-- What to work on --
From the listing below, return each line that includes "junction".

[[ Listed records open ]]

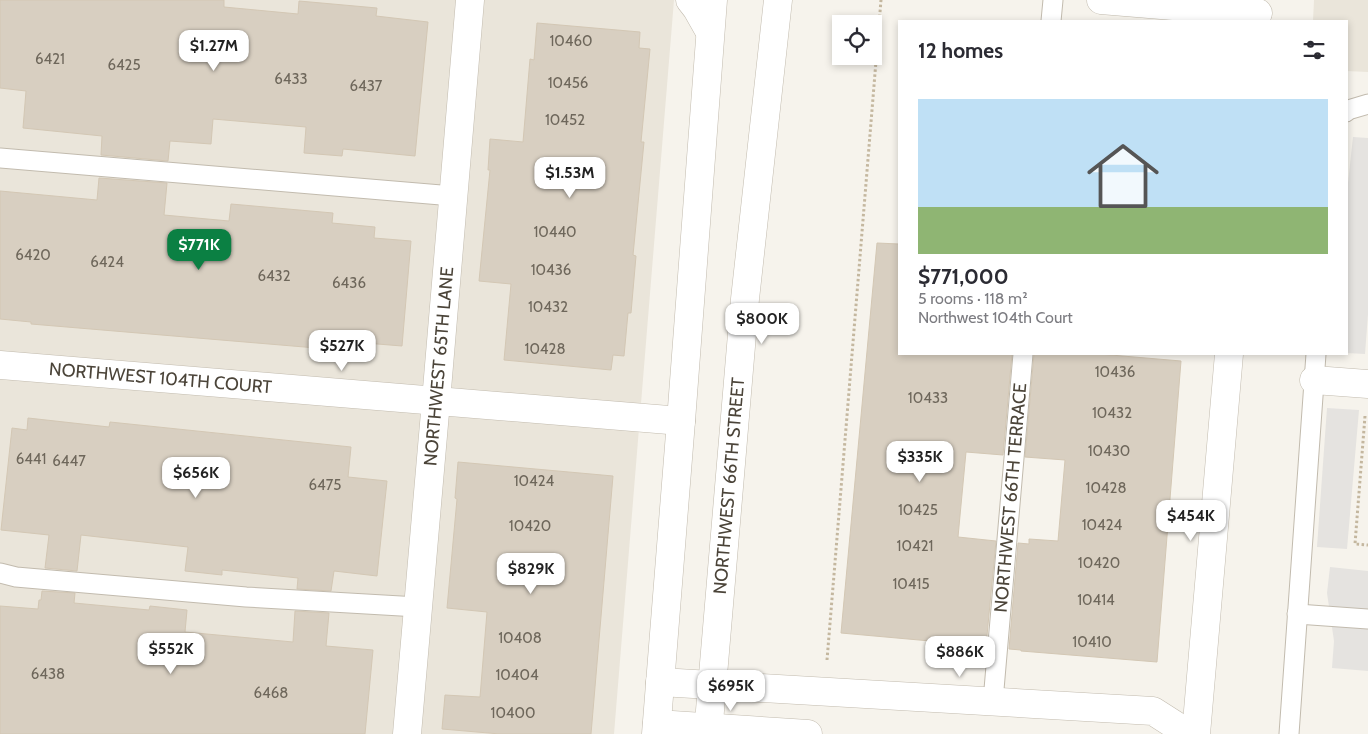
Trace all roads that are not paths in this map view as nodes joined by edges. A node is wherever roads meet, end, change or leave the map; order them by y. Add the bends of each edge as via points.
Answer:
1 (470, 0) edge
2 (690, 0) edge
3 (713, 0) edge
4 (778, 0) edge
5 (1053, 0) edge
6 (1101, 0) edge
7 (1258, 11) edge
8 (1051, 20) edge
9 (710, 32) junction
10 (1368, 104) edge
11 (1348, 110) edge
12 (0, 158) edge
13 (452, 196) junction
14 (1023, 355) edge
15 (1229, 355) edge
16 (0, 365) edge
17 (1315, 367) edge
18 (1368, 384) edge
19 (436, 401) junction
20 (681, 421) junction
21 (0, 573) edge
22 (418, 607) junction
23 (1297, 614) junction
24 (1368, 619) edge
25 (660, 682) junction
26 (712, 686) junction
27 (993, 702) junction
28 (656, 729) edge
29 (708, 731) edge
30 (407, 734) edge
31 (808, 734) edge
32 (1189, 734) edge
33 (1196, 734) edge
34 (1289, 734) edge

1 - 13 street, NORTHWEST 65TH LANE
2 - 9 street
3 - 9 street
4 - 26 street, NORTHWEST 66TH STREET via 745,299
5 - 8 lane
6 - 7 street
9 - 20 street
10 - 11 lane
12 - 13 lane
13 - 19 street, NORTHWEST 65TH LANE
14 - 27 lane, NORTHWEST 66TH TERRACE
15 - 33 street
16 - 19 street, NORTHWEST 104TH COURT
17 - 18 street
17 - 23 lane
19 - 20 street, NORTHWEST 104TH COURT
19 - 22 street, NORTHWEST 65TH LANE
20 - 25 street
21 - 22 lane via 246,597
22 - 30 street, NORTHWEST 65TH LANE
23 - 24 lane
23 - 34 lane
25 - 26 street
25 - 28 street
26 - 27 street
26 - 29 street, NORTHWEST 66TH STREET
27 - 32 street via 1153,712
28 - 29 street
29 - 31 street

[[ Listed records closed ]]

-- Written answer --
9 (710, 32) junction
13 (452, 196) junction
19 (436, 401) junction
20 (681, 421) junction
22 (418, 607) junction
23 (1297, 614) junction
25 (660, 682) junction
26 (712, 686) junction
27 (993, 702) junction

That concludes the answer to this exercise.